Table 1. Evolution of the Congressional District Agricultural Schools in Georgia
|Georgia Southern University
|Abraham Baldwin Agricultural College
|Georgia Southwestern State University
|University of West Georgia
|Housed North Walton High School at one time
|Absorbed into Gordon Military College
|McEachern High School
|North Georgia Technical College
|South Georgia State College
|Middle Georgia State University – Cochran Campus
Georgia Southern University was originally the First Congressional District Agricultural School. They are not ashamed of this fact as the historical marker on campus plainly states. See Figure 5.

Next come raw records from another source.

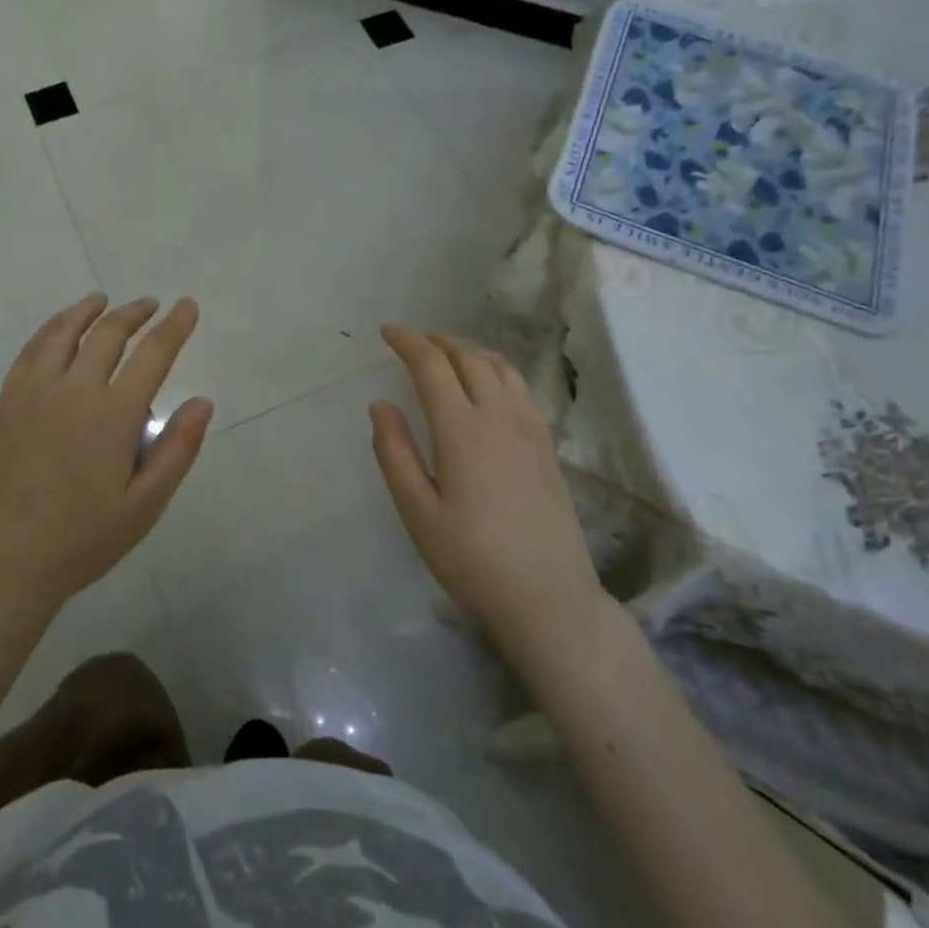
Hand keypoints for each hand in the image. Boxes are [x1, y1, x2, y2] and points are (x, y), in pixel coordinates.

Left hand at [0, 294, 213, 615]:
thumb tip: (202, 402)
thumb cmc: (82, 539)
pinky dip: (51, 329)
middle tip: (152, 304)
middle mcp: (72, 389)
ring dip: (89, 311)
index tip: (187, 306)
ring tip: (104, 301)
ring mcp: (33, 392)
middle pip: (108, 334)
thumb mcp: (144, 506)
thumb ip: (177, 450)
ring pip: (64, 333)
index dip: (174, 327)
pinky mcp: (6, 402)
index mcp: (112, 414)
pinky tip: (59, 329)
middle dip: (135, 313)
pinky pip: (31, 350)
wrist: (2, 561)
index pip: (152, 354)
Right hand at [369, 326, 606, 649]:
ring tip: (447, 357)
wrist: (548, 596)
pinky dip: (495, 369)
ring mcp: (530, 428)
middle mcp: (500, 417)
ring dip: (469, 351)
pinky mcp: (547, 445)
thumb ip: (394, 453)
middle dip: (437, 342)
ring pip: (500, 367)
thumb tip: (380, 405)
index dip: (408, 342)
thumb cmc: (471, 558)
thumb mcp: (417, 512)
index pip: (432, 366)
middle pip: (469, 357)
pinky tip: (486, 387)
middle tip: (413, 344)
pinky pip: (520, 387)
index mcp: (462, 430)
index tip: (387, 332)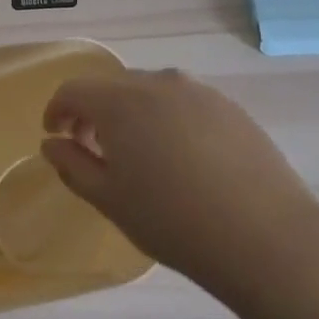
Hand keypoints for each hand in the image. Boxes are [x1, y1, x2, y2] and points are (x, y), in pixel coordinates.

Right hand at [40, 69, 318, 291]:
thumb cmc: (172, 220)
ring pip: (150, 91)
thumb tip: (53, 143)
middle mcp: (159, 82)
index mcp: (121, 101)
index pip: (74, 90)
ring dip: (131, 113)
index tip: (55, 136)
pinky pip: (183, 102)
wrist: (264, 236)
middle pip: (112, 86)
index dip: (57, 110)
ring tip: (138, 153)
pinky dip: (166, 118)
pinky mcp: (230, 107)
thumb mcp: (109, 199)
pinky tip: (179, 156)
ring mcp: (199, 91)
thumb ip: (72, 165)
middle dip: (94, 112)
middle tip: (92, 148)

Figure 5. Historical Marker at Georgia Southern University.
The Seed is Planted
When Governor Terrell failed to get support from the Georgia state legislature for the Congressional District Agriculture Schools in the early 1900s, he resorted to Plan B. What was Plan B? Governor Terrell persuaded two Georgia lawmakers in the U.S. Congress to introduce bills providing Federal aid to all Congressional Districts in the United States for the establishment of agricultural schools. This bill was introduced in the House on December 18, 1906 and in the Senate on January 21, 1907. Who do you think the Congressional sponsors were? No – it was not Smith and Hughes.

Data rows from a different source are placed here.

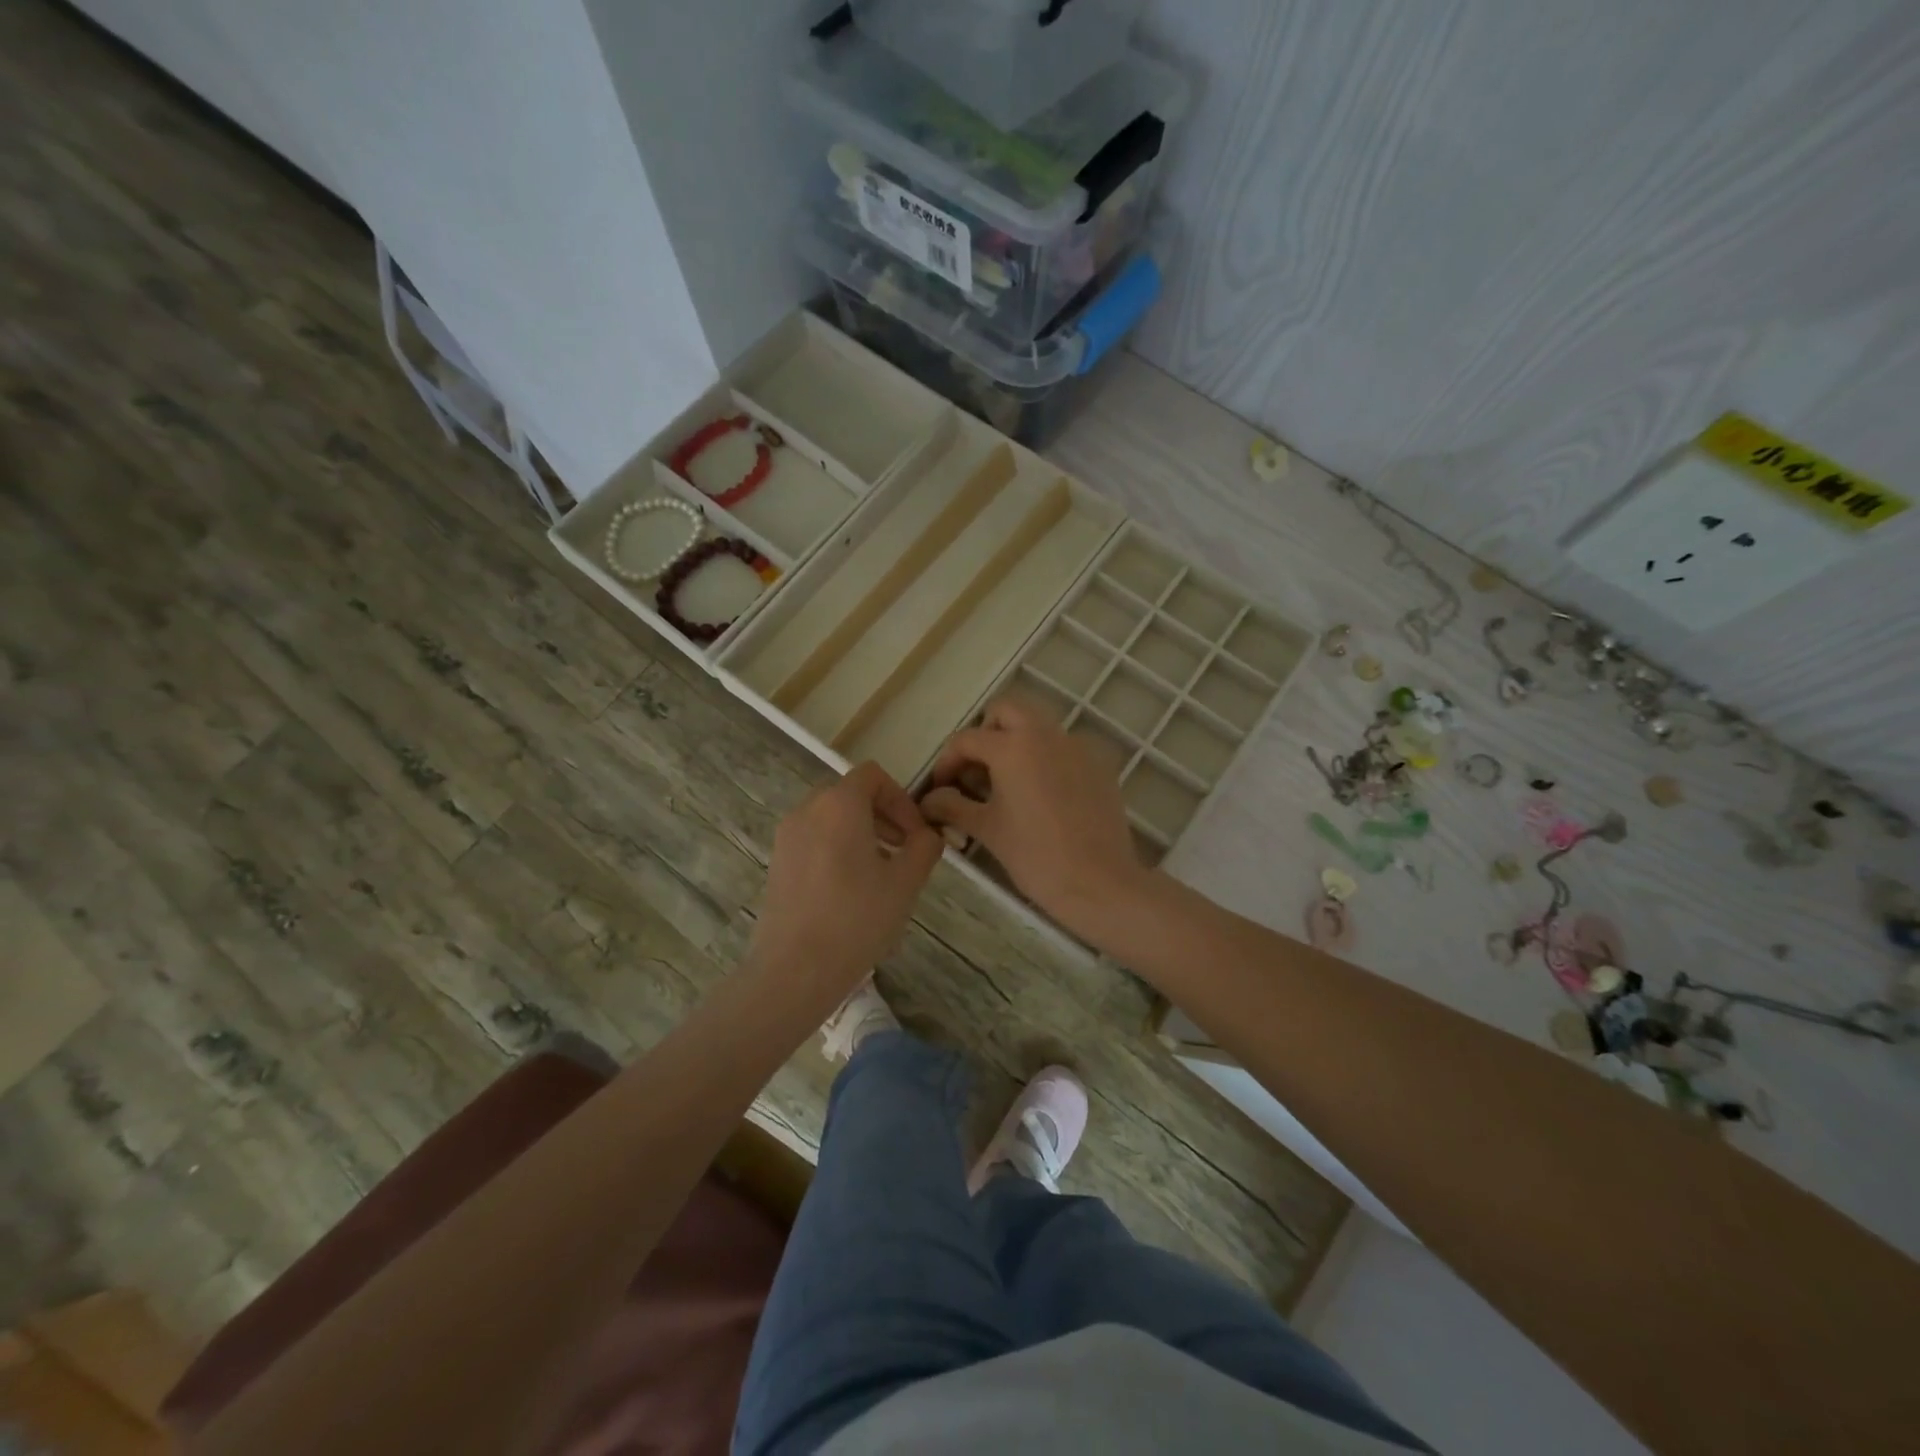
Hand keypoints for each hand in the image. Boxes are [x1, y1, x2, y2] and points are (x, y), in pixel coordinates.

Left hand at [747, 761, 942, 999]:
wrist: (794, 970)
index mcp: (839, 805)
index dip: (901, 798)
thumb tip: (929, 835)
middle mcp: (807, 810)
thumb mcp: (905, 882)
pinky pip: (814, 839)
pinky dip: (837, 847)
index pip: (873, 776)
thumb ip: (925, 847)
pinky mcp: (777, 863)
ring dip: (862, 832)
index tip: (916, 834)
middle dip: (883, 815)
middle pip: (851, 794)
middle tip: (904, 850)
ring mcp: (787, 837)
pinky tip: (852, 889)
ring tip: (882, 872)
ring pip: (831, 817)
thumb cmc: (857, 919)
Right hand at [920, 696, 1151, 940]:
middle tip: (977, 771)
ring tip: (1007, 784)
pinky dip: (1045, 759)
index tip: (942, 788)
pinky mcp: (1098, 765)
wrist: (1099, 882)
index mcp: (1013, 747)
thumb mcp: (987, 830)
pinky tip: (1042, 797)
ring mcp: (1077, 747)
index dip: (947, 761)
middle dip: (986, 734)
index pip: (967, 739)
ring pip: (1038, 726)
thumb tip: (929, 800)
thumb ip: (953, 806)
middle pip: (1007, 711)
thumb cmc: (1035, 856)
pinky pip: (1064, 748)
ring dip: (1016, 743)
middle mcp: (1046, 734)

Congressman Leonidas Livingston sponsored the bill in the House and Alexander Clay sponsored the bill in the Senate. The bill was supported by many but did not become law. However, it was the beginning for what would eventually become the Smith-Lever Act of 1914 and the Smith-Hughes Act of 1917. More about that next week.
Wheeler reports (1948, p. 71):
The nation had its eyes on the A. and M. School movement in Georgia. Educators came from every state in the nation to study this daring experiment. Colleges and Universities sent committees to the state to see what Georgia was attempting. National educational organizations selected Atlanta for their annual meeting place in order to visit the Congressional District schools. This venture in education held the spotlight in America for more than a decade.
Whenever we teach about the history of agricultural education we often start with the Smith-Hughes Act of 1917. However, we really should start earlier as this Footnote shows. In addition to Georgia there were Congressional District Agricultural Schools in Alabama (started in 1889) and Virginia (started in 1908-1910). There were a variety of other state and local efforts to teach agriculture in high schools (and elementary schools) prior to 1917. The Congressional District Agricultural Schools helped pave the way for the passage of the Smith-Hughes Act.
A brief synopsis of pre Smith-Hughes agricultural education can be found in the article “The Status of Agricultural Education Prior to the Smith‑Hughes Act” published in The Agricultural Education Magazine in 1987 (Volume 59, issue 8, pages 8‑10). To learn more about Congressional District Schools read John Hillison’s article Congressional District Schools: Forerunner of Federally Supported Vocational Agriculture in the Journal of Agricultural Education (1989, Volume 30, No. 4, pages 7-13).
Wheeler, J. T. (1948). Two Hundred Years of Agricultural Education in Georgia. Interstate, Danville, IL.